- [Exercise goal]:
A single number is wanted: how many lines of the records below contain the word "that".

*** Records shown ***

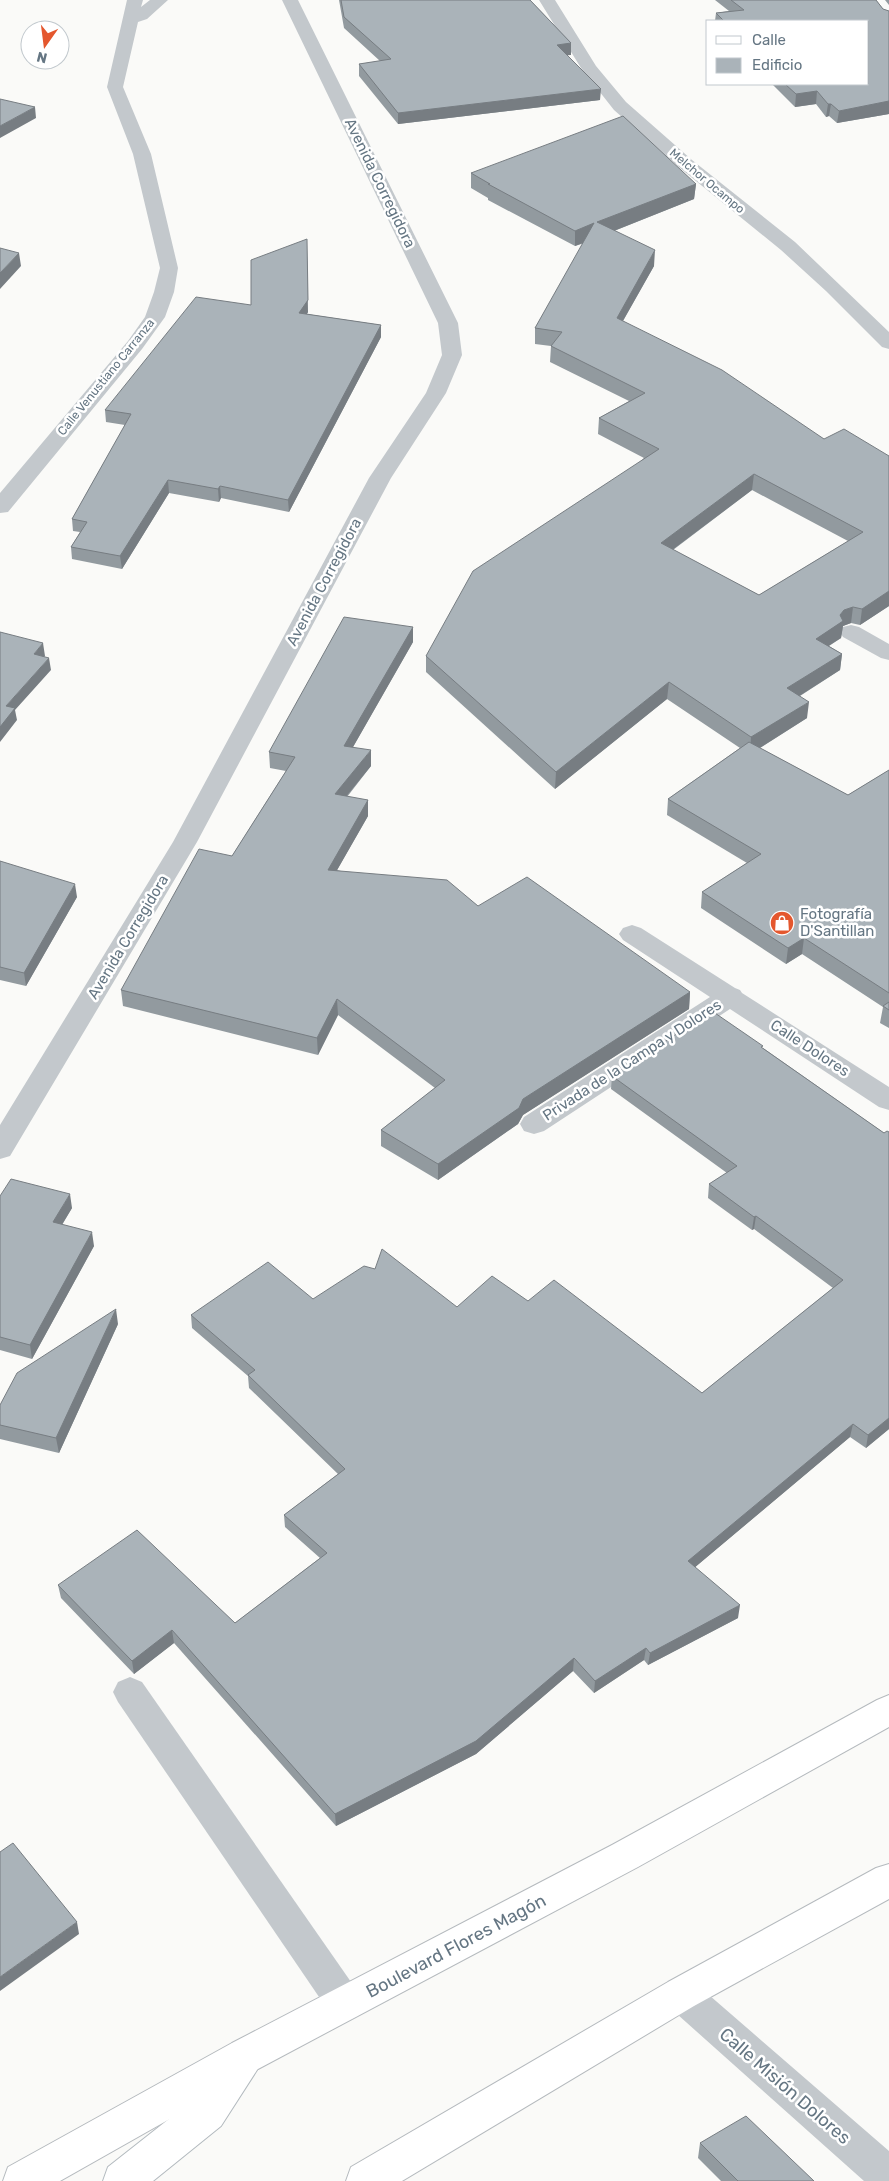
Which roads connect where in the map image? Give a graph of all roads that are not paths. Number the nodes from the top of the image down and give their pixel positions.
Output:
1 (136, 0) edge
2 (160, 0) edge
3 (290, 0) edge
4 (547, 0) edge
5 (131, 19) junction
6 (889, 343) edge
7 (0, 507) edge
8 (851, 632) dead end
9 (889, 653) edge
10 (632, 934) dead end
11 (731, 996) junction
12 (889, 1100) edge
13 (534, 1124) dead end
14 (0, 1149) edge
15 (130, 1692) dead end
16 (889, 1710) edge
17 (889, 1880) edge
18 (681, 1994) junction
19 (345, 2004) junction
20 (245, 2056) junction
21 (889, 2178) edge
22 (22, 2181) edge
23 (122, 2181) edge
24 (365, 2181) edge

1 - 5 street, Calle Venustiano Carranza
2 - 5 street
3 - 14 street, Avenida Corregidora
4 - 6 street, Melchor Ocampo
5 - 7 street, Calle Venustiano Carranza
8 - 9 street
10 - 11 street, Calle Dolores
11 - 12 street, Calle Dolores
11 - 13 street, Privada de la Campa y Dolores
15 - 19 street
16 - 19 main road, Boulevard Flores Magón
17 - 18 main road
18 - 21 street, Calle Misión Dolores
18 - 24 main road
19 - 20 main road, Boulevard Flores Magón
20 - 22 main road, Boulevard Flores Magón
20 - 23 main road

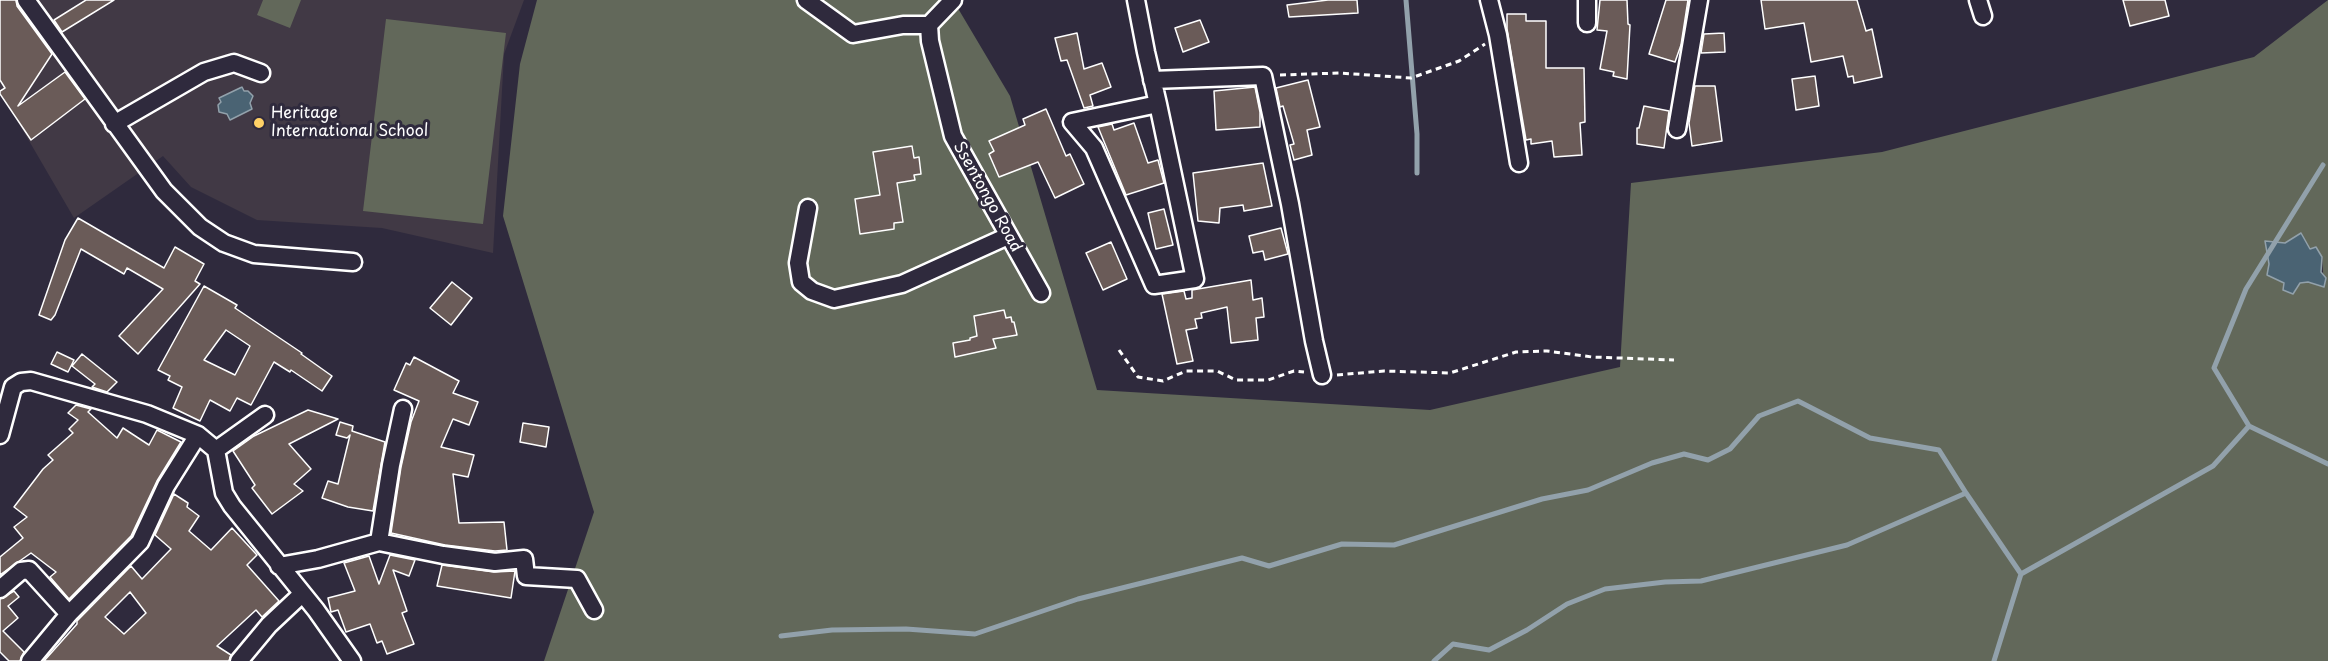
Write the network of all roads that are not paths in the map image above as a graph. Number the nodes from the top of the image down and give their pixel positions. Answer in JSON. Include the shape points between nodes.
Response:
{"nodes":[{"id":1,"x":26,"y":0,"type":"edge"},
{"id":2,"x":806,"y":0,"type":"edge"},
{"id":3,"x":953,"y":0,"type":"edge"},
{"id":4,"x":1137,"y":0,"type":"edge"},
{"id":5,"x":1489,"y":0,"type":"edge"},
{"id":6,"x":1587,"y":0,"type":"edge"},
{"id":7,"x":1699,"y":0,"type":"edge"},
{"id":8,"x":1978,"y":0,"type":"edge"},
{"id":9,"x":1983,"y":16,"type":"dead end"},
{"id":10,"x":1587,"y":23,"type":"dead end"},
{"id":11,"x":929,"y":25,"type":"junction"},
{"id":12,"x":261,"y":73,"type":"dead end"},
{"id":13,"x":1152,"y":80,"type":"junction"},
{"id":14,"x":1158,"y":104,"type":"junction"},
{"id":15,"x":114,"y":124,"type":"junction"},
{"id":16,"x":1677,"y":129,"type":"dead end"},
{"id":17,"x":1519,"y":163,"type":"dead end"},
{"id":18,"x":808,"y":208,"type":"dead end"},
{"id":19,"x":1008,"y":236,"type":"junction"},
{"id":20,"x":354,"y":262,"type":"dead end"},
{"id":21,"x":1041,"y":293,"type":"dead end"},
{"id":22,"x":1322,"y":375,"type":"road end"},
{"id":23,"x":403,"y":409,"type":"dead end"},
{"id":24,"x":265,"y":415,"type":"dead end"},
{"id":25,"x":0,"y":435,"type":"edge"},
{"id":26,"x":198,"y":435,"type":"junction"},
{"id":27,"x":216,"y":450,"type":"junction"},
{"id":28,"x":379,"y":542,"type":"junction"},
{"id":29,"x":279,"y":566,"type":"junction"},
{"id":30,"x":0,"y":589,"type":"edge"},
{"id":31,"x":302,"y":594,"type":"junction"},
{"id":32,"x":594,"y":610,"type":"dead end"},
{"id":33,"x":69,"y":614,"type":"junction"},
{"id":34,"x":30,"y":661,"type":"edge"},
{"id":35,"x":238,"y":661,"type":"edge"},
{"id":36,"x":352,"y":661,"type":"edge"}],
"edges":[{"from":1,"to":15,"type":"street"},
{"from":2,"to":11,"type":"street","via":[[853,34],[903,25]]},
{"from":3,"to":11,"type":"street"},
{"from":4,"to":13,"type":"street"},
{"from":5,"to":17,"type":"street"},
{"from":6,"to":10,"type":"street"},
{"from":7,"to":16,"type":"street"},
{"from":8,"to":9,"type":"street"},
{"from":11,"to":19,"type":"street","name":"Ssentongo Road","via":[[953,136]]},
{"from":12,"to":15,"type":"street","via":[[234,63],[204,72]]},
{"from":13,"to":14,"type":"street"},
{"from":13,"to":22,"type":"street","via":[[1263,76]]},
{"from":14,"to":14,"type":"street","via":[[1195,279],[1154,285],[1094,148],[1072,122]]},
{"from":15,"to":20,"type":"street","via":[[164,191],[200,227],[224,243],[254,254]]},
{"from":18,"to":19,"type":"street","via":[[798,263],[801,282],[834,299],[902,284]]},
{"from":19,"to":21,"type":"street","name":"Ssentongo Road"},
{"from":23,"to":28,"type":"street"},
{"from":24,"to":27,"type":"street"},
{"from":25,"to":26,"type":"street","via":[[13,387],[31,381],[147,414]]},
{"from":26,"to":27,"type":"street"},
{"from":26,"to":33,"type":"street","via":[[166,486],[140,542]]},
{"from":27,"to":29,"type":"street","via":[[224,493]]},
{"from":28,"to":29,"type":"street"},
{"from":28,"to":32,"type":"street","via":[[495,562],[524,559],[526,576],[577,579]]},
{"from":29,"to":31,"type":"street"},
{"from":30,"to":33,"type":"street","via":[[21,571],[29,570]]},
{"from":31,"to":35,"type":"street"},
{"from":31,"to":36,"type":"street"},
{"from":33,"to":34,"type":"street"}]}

*** End of Records shown ***

- [Reply]:
2